**Problem statement:** Find and copy each line of the data that includes "زنقة".

**Given records:**
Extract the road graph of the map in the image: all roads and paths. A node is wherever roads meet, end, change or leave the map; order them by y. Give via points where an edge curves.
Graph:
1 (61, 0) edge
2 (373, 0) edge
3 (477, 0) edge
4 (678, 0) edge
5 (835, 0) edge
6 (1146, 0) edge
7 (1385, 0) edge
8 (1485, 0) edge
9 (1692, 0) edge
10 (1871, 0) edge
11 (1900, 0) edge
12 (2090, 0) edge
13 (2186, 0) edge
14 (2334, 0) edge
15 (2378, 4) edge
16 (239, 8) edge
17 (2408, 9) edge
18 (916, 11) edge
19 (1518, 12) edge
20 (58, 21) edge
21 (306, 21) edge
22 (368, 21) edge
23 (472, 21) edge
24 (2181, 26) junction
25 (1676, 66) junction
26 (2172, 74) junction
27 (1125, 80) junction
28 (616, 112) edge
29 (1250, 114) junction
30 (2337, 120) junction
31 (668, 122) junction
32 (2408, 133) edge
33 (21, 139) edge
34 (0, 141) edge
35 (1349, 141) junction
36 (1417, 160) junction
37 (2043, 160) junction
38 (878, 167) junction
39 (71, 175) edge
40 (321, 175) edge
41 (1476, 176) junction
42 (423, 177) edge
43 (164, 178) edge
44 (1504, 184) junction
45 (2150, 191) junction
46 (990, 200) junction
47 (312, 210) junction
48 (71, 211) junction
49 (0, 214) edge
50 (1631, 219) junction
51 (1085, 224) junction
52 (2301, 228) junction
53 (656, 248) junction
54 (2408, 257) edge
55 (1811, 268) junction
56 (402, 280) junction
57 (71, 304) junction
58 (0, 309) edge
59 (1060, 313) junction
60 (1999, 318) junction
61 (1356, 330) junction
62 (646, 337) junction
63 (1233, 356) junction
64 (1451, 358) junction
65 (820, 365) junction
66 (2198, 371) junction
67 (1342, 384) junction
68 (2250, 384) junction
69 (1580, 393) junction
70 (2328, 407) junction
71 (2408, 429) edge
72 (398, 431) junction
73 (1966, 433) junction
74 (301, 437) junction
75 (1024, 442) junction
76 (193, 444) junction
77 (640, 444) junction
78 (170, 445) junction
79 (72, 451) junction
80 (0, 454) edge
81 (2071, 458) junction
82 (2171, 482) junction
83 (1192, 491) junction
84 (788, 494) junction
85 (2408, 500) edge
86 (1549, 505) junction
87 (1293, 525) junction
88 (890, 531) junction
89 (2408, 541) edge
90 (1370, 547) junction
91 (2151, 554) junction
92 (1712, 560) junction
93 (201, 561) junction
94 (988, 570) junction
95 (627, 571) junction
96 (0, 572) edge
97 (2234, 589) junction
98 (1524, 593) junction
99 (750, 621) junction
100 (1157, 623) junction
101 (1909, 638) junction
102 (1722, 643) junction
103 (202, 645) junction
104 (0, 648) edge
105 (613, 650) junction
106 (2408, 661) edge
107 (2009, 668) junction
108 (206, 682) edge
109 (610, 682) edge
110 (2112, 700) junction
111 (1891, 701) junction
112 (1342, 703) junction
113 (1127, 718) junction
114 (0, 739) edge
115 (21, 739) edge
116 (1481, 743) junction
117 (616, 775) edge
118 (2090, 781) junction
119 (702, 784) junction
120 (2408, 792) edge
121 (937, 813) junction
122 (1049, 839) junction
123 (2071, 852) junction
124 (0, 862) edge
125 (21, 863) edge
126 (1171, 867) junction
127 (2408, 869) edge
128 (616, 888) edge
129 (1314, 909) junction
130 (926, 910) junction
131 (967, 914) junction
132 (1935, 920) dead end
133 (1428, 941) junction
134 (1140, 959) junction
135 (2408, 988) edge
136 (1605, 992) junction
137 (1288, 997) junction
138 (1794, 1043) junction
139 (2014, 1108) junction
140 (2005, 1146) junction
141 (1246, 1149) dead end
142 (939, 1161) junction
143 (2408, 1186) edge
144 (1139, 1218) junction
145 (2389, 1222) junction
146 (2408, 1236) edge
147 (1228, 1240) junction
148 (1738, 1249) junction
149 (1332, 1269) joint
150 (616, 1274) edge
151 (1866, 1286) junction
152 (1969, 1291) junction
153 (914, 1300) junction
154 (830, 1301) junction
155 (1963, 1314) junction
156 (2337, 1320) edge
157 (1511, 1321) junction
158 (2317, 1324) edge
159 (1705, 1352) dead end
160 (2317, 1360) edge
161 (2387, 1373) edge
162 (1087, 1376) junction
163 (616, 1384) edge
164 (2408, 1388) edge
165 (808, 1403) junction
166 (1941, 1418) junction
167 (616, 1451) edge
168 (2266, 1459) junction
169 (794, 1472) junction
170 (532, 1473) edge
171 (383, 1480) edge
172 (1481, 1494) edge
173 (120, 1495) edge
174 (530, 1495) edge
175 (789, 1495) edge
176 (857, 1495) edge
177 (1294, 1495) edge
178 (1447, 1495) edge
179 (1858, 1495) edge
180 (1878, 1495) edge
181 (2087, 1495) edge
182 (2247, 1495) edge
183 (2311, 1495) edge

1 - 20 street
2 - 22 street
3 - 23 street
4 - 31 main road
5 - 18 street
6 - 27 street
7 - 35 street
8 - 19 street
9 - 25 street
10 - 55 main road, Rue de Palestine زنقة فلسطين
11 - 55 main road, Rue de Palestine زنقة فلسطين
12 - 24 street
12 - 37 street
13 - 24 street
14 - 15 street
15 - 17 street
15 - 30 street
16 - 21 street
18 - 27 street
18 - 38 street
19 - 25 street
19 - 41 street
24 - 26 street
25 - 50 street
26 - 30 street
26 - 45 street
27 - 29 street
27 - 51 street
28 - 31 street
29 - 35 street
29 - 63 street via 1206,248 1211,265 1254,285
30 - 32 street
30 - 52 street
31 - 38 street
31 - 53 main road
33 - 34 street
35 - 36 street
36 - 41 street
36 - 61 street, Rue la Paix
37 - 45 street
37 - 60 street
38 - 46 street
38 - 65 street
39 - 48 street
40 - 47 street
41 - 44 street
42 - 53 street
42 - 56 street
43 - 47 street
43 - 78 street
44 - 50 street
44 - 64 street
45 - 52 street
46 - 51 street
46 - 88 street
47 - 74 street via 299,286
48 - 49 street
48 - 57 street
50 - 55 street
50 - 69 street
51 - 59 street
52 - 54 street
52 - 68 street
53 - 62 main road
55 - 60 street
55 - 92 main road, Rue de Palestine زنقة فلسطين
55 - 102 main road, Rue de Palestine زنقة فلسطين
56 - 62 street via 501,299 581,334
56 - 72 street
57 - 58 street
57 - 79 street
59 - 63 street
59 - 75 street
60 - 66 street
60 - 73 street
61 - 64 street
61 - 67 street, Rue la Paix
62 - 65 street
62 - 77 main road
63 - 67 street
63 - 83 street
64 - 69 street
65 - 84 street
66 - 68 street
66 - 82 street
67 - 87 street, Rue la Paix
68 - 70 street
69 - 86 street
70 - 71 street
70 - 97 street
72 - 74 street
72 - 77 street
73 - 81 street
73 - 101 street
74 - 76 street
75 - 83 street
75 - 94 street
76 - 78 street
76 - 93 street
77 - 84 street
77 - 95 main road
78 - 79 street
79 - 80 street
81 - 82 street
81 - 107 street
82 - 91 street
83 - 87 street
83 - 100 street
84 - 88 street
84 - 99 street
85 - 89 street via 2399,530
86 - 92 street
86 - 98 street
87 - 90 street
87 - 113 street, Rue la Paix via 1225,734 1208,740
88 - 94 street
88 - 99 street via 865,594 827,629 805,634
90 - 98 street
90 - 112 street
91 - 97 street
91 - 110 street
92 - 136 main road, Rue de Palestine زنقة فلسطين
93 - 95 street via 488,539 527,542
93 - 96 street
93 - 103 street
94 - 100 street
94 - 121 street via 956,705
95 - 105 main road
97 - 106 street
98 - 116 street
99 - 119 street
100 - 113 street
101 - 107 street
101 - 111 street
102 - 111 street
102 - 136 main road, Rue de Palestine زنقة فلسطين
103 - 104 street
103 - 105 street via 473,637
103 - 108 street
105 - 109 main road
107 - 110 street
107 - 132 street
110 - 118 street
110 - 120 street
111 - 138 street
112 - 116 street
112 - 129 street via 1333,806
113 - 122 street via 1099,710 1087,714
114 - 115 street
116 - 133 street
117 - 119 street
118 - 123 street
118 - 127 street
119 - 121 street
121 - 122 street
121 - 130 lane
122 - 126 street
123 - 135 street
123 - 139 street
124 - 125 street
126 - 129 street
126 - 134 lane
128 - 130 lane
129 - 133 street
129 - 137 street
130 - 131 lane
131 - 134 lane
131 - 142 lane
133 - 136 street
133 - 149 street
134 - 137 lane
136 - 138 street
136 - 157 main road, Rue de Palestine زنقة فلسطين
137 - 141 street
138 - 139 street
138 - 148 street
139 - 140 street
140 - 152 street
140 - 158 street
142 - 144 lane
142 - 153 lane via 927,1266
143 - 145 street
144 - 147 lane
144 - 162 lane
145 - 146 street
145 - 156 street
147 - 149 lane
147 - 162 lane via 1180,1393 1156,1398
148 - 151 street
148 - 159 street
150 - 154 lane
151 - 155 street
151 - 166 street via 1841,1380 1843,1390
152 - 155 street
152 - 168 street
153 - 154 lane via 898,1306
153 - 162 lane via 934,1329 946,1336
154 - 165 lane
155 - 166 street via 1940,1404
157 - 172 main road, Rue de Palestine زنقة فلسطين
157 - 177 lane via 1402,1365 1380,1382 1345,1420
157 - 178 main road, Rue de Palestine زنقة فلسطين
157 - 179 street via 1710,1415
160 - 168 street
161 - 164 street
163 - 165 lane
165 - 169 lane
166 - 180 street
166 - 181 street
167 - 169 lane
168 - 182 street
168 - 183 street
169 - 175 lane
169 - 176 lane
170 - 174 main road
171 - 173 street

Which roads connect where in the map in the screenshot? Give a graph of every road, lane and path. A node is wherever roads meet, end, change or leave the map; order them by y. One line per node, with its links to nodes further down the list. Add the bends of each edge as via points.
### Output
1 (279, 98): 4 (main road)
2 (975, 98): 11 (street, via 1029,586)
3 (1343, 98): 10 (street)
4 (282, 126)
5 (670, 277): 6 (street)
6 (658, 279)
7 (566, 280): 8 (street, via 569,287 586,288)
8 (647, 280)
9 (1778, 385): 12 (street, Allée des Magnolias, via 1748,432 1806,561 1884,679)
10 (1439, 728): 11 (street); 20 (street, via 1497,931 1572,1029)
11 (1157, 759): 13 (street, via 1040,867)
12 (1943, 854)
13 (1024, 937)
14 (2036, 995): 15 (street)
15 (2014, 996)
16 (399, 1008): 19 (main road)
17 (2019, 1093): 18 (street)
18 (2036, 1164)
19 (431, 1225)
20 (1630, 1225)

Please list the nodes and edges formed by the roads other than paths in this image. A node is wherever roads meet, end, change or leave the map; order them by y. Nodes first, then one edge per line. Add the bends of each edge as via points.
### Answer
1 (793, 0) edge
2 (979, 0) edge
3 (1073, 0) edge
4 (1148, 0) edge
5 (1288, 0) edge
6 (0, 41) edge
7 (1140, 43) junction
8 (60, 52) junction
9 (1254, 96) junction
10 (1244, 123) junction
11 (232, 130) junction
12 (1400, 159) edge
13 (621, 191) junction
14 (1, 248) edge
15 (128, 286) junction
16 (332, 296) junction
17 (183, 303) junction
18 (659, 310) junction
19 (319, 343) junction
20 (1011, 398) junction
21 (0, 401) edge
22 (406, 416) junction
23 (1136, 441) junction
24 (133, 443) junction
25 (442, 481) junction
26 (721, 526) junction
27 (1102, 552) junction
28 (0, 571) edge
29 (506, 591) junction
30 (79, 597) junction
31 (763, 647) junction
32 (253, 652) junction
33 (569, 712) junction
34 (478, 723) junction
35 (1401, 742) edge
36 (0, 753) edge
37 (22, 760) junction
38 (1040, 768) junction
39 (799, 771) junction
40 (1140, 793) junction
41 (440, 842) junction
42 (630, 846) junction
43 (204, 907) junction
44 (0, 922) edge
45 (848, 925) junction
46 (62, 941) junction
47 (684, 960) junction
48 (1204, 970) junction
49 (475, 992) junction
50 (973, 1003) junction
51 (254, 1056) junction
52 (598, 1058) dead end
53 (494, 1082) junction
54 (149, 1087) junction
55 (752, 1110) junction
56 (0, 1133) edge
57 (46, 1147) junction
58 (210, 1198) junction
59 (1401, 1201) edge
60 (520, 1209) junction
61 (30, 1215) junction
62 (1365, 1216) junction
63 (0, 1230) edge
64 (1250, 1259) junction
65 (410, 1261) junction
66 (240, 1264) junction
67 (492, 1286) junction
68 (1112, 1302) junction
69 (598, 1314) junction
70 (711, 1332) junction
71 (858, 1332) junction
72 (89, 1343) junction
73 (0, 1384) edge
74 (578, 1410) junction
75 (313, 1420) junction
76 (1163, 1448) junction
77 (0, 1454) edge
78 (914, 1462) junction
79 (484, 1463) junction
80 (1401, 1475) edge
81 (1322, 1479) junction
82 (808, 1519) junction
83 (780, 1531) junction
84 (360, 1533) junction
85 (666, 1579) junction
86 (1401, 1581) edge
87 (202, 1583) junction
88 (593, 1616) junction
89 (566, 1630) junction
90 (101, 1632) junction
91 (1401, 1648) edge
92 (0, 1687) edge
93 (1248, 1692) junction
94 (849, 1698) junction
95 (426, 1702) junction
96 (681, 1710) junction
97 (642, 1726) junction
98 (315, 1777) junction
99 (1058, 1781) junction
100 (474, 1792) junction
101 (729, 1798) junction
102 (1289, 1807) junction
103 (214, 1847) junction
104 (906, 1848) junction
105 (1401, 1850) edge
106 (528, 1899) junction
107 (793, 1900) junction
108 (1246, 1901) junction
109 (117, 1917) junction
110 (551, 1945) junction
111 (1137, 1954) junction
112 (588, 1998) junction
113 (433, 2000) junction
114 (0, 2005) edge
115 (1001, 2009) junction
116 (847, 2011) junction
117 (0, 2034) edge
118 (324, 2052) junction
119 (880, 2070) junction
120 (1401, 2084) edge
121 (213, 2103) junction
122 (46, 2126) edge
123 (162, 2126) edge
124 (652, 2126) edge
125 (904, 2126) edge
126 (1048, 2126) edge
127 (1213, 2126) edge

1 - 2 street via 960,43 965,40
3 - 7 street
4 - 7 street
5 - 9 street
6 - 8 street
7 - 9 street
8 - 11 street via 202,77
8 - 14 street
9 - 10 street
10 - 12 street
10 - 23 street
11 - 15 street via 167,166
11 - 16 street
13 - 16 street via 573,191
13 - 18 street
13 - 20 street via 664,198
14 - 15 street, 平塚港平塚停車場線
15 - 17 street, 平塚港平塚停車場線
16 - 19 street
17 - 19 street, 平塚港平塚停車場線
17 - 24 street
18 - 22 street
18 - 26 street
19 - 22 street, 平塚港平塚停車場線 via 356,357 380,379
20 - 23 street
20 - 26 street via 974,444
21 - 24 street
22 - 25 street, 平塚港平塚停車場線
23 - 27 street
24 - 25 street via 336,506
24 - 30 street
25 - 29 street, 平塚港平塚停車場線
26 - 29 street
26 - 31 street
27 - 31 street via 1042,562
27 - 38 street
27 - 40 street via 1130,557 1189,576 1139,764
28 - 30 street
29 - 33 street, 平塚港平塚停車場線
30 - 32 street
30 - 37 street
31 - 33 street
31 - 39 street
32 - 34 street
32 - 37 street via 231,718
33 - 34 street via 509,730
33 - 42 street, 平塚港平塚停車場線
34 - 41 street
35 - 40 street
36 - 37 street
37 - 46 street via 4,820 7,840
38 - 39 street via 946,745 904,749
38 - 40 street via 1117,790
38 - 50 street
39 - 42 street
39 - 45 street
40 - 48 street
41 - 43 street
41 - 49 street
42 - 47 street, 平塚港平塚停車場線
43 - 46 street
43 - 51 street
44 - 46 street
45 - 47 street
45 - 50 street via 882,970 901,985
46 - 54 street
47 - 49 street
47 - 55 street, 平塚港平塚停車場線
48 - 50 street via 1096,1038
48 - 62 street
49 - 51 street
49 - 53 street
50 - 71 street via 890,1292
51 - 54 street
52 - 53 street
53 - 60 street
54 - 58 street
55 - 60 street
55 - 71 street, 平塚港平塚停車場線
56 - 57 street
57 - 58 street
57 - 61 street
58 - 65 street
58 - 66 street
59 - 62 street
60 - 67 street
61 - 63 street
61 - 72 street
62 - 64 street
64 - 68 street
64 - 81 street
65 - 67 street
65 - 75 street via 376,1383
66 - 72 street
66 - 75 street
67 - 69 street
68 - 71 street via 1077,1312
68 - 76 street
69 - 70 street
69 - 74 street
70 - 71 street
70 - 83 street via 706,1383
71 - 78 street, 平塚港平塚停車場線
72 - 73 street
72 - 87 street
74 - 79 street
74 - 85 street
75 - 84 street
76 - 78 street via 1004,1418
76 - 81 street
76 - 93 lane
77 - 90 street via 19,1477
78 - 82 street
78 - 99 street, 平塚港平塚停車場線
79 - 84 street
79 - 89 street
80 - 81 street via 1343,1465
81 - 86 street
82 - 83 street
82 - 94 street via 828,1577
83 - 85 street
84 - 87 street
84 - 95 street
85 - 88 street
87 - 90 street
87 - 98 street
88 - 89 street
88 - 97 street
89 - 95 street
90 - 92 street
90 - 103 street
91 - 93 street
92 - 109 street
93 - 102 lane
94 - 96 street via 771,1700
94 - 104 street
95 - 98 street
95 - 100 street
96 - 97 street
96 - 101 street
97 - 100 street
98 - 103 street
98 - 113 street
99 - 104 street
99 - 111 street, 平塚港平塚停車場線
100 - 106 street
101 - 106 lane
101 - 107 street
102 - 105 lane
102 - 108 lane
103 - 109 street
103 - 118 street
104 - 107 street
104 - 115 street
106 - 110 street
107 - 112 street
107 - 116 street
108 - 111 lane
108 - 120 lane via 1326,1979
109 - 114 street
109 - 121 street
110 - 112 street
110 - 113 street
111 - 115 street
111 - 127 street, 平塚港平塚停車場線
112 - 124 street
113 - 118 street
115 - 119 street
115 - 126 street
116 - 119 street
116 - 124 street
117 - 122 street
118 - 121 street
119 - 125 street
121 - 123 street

**Answer to this exercise:**
10 - 55 main road, Rue de Palestine زنقة فلسطين
11 - 55 main road, Rue de Palestine زنقة فلسطين
55 - 92 main road, Rue de Palestine زنقة فلسطين
55 - 102 main road, Rue de Palestine زنقة فلسطين
92 - 136 main road, Rue de Palestine زنقة فلسطين
102 - 136 main road, Rue de Palestine زنقة فلسطين
136 - 157 main road, Rue de Palestine زنقة فلسطين
157 - 172 main road, Rue de Palestine زنقة فلسطين
157 - 178 main road, Rue de Palestine زنقة فلسطين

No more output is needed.